Naoko Tsuyama, Seiji Sakata, Satoko Baba, Yuko Mishima, Noriko Nishimura, Kyoko Ueda, Masahiro Yokoyama, Yasuhito Terui, Kiyohiko Hatake, Masanobu Kitagawa, Naoki Ishizuka, Naoto Tomita and Kengo Takeuchi

Key points

  • A BCL2 IHC score is a strong prognostic factor independent of the IPI and MYC protein/rearrangement status in DLBCL treated with R-CHOP.

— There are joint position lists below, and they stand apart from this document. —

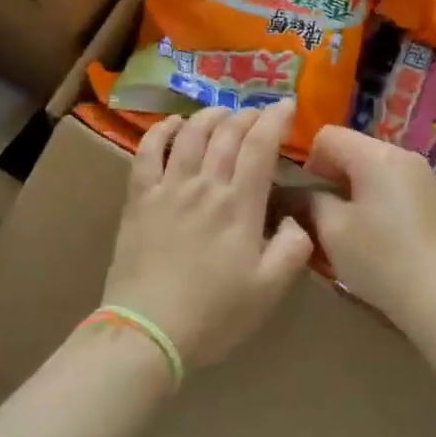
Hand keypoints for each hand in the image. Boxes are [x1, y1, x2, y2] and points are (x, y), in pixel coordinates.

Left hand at [102, 102, 312, 370]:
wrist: (147, 331)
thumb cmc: (214, 314)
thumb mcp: (269, 290)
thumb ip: (293, 249)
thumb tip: (296, 220)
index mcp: (239, 205)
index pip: (260, 146)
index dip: (275, 119)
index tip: (287, 105)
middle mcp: (204, 185)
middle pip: (226, 134)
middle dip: (246, 116)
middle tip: (257, 113)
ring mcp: (167, 188)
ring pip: (189, 135)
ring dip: (208, 117)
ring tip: (221, 113)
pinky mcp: (139, 199)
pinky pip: (147, 152)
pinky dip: (161, 131)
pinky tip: (171, 124)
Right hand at [303, 125, 435, 323]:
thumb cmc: (380, 259)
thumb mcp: (331, 230)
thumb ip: (307, 201)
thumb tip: (295, 193)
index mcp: (377, 155)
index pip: (327, 135)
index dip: (308, 163)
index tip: (308, 200)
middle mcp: (404, 155)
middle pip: (353, 151)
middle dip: (332, 179)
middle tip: (325, 219)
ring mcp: (425, 177)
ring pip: (374, 171)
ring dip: (355, 193)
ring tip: (352, 231)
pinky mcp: (435, 200)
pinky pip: (395, 187)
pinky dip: (378, 203)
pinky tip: (381, 238)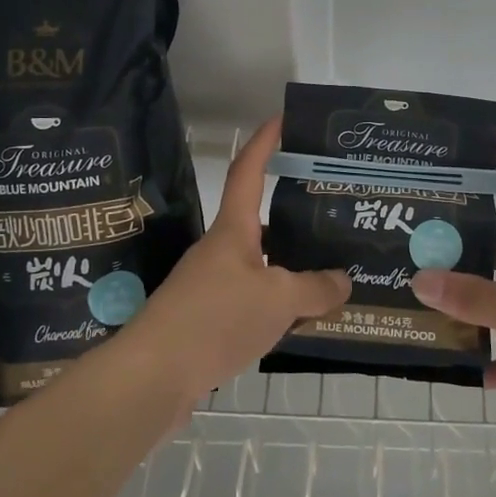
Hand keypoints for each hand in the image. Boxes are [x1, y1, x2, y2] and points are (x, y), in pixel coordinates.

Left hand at [112, 117, 348, 402]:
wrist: (152, 378)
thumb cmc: (215, 319)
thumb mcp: (277, 300)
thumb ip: (315, 288)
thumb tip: (343, 280)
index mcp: (233, 230)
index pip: (248, 171)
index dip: (264, 142)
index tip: (282, 118)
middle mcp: (221, 251)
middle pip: (260, 221)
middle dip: (293, 215)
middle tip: (330, 212)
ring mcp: (211, 286)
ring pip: (260, 265)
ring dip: (290, 266)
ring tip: (329, 271)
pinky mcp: (208, 320)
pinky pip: (252, 300)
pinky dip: (278, 304)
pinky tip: (301, 319)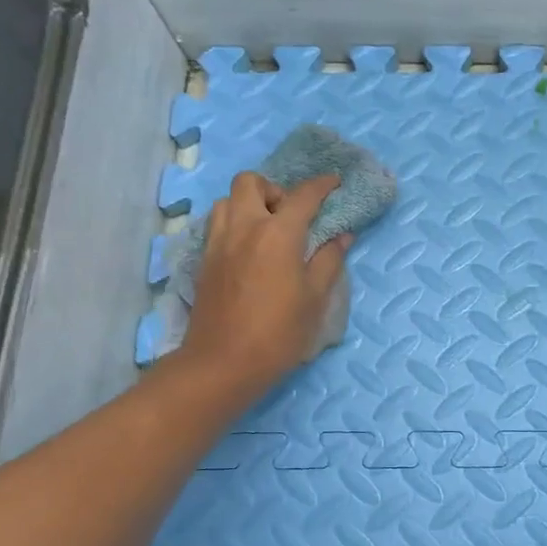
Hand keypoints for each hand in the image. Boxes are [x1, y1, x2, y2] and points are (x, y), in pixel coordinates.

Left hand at [177, 172, 351, 394]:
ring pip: (228, 200)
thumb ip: (328, 261)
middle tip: (291, 215)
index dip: (322, 185)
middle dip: (274, 189)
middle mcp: (244, 227)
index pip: (303, 195)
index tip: (335, 182)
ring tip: (268, 230)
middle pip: (251, 182)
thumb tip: (342, 236)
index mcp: (278, 234)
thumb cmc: (279, 332)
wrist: (223, 363)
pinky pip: (218, 225)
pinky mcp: (204, 260)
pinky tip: (250, 250)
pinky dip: (235, 224)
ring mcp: (218, 242)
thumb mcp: (315, 298)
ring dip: (250, 204)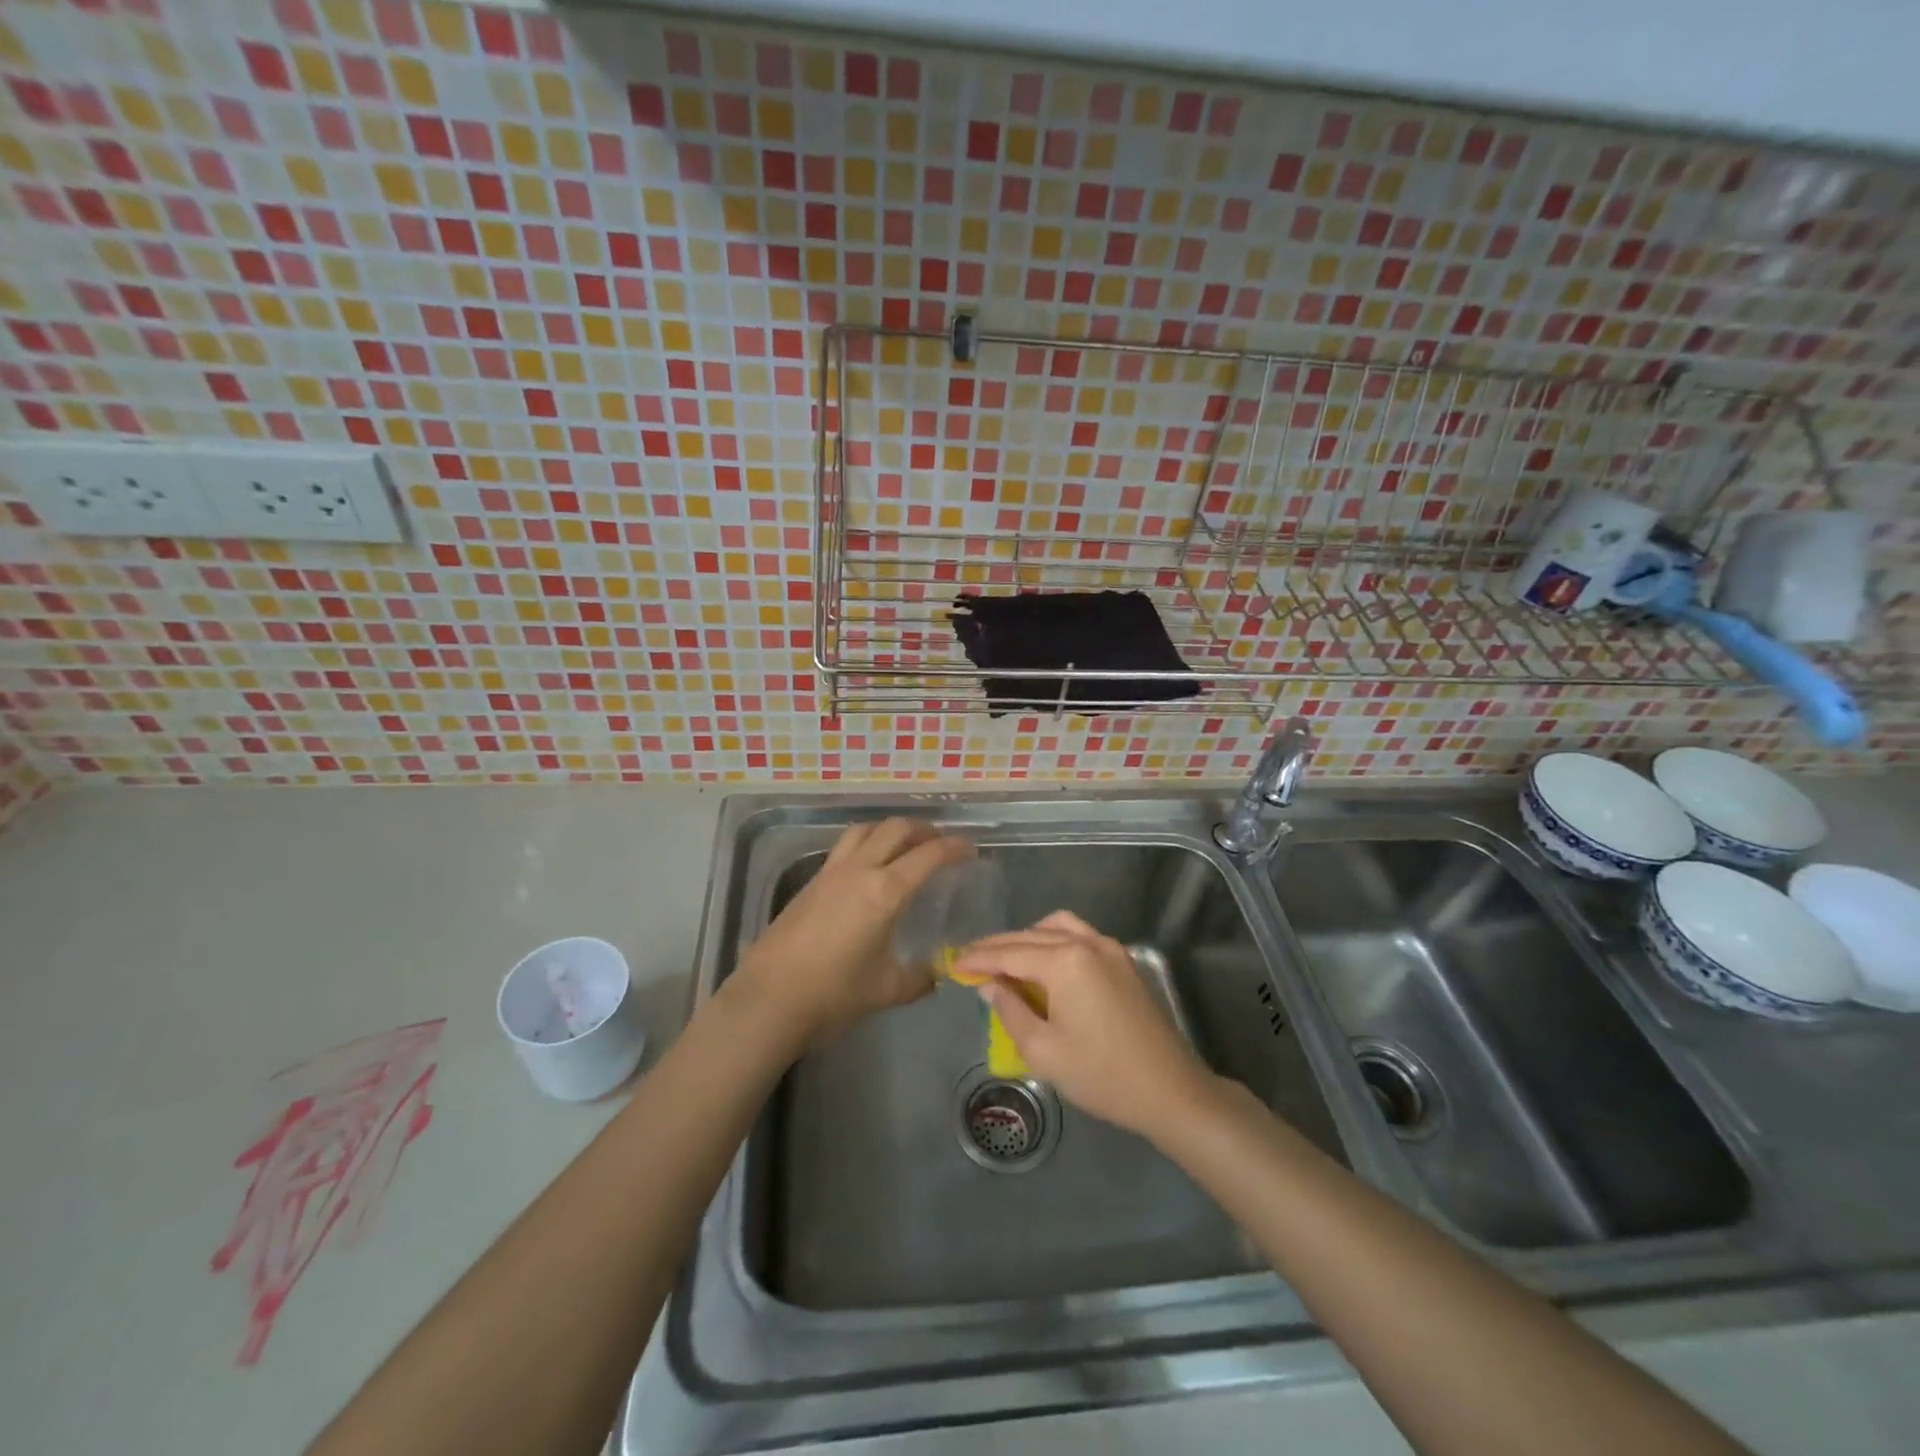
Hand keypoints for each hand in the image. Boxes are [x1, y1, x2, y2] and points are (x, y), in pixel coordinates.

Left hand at [731, 818, 973, 1045]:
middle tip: (940, 843)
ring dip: (890, 829)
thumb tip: (940, 973)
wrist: (769, 998)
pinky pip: (845, 846)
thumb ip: (921, 978)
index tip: (970, 849)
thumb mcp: (887, 990)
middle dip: (923, 830)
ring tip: (905, 844)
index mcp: (886, 891)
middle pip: (896, 829)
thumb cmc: (833, 994)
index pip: (928, 855)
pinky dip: (866, 843)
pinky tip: (870, 866)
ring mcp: (831, 872)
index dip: (954, 847)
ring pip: (866, 829)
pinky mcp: (811, 881)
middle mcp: (860, 870)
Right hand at [950, 911, 1217, 1140]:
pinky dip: (1054, 941)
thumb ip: (1009, 1010)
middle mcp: (1087, 942)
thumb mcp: (1043, 1050)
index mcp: (1064, 961)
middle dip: (998, 947)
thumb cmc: (1101, 1075)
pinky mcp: (1123, 961)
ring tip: (1006, 960)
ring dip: (1027, 938)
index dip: (978, 959)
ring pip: (1057, 927)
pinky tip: (1044, 964)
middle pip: (1031, 935)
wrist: (1169, 1090)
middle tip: (970, 960)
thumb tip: (989, 985)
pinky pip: (1080, 935)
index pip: (1009, 953)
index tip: (953, 964)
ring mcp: (1109, 948)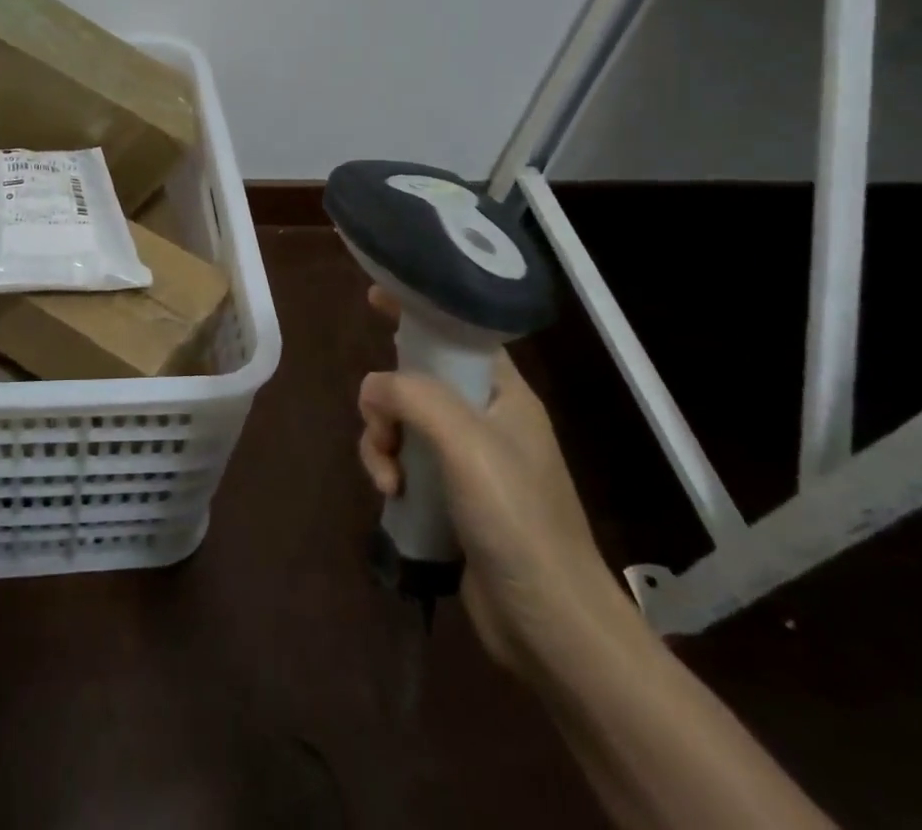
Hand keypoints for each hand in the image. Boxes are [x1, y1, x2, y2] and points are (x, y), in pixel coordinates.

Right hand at [358, 287, 628, 674]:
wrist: (549, 623)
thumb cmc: (516, 518)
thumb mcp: (465, 442)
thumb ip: (414, 396)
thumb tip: (372, 389)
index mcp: (504, 394)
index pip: (458, 333)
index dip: (419, 311)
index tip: (375, 297)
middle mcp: (486, 420)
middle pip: (418, 380)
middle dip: (388, 397)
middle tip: (380, 421)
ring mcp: (467, 461)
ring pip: (402, 424)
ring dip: (382, 441)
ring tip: (387, 476)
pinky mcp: (450, 498)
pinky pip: (404, 463)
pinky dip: (388, 471)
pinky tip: (390, 496)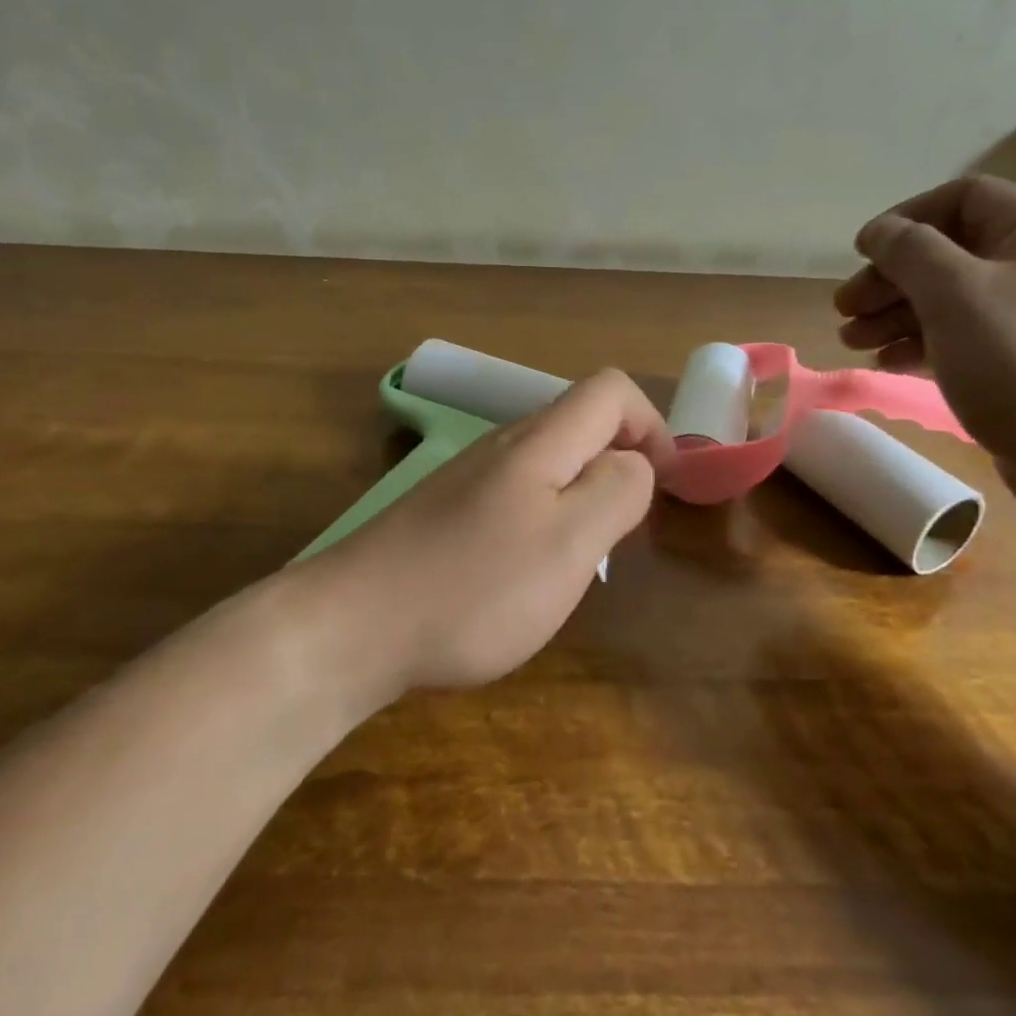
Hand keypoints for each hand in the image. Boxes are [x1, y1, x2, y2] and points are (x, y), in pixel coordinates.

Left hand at [293, 368, 672, 693]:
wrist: (353, 625)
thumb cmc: (475, 588)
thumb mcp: (570, 545)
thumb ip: (616, 492)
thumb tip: (633, 463)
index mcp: (539, 442)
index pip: (610, 390)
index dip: (650, 425)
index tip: (662, 485)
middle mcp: (503, 445)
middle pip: (580, 424)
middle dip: (618, 466)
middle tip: (621, 534)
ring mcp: (469, 477)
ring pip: (549, 463)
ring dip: (581, 496)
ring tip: (578, 560)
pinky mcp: (446, 511)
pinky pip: (516, 495)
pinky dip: (543, 519)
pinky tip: (525, 573)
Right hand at [833, 176, 1015, 503]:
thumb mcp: (956, 295)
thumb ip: (910, 252)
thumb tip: (879, 229)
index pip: (963, 197)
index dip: (906, 218)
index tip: (861, 253)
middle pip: (950, 253)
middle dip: (891, 278)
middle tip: (844, 310)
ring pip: (953, 301)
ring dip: (897, 316)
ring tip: (853, 343)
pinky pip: (966, 340)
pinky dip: (923, 346)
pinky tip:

  • The BCL2 scoring system we propose is a simple, at-a-glance, and highly reliable system, which was confirmed by an image analysis.

Abstract

Overexpression of the BCL2 is associated with a poor prognosis in diffuse large B-cell lymphoma (DLBCL). The assessment of MYC immunohistochemistry (IHC) is becoming optimized, whereas the criteria for BCL2 positivity are highly variable. Furthermore, data on the frequency and prognostic value of BCL2 positivity are conflicting. We aimed to evaluate BCL2 expression by IHC and assess the prognostic significance of the histopathologically-scored BCL2 expression in 456 patients with DLBCL uniformly treated with standard immunochemotherapy (rituximab plus cyclophosphamide, doxorubicin, vincristine, and prednisone; R-CHOP). We initially designed four-grade BCL2 scoring criteria, from 0 to 3+, and found that approximately 40% of DLBCL showed strong BCL2 expression (score 3+). The scores from the pathologist's visual estimation were confirmed to be reliable using a digital image analysis. A retrospective survival analysis revealed that BCL2 score 3+ was a significant prognostic factor independent of the international prognostic index, the IHC-determined cell of origin, and the MYC protein/rearrangement status in a training set (n=218). The adverse prognostic impact of BCL2 score 3+ was confirmed in a validation set (n=238). We also developed a prognostic model consisting of three groups with a combined BCL2 score and MYC protein/rearrangement status. Patients with BCL2 score 3+ showed a higher treatment failure rate; therefore alternative therapeutic strategies should be considered for these patients. A highly selective BCL2 inhibitor, venetoclax, was recently introduced as breakthrough therapy. Our BCL2 scoring system could readily be used by pathologists to evaluate patients with DLBCL who might benefit from BCL2-targeted therapies.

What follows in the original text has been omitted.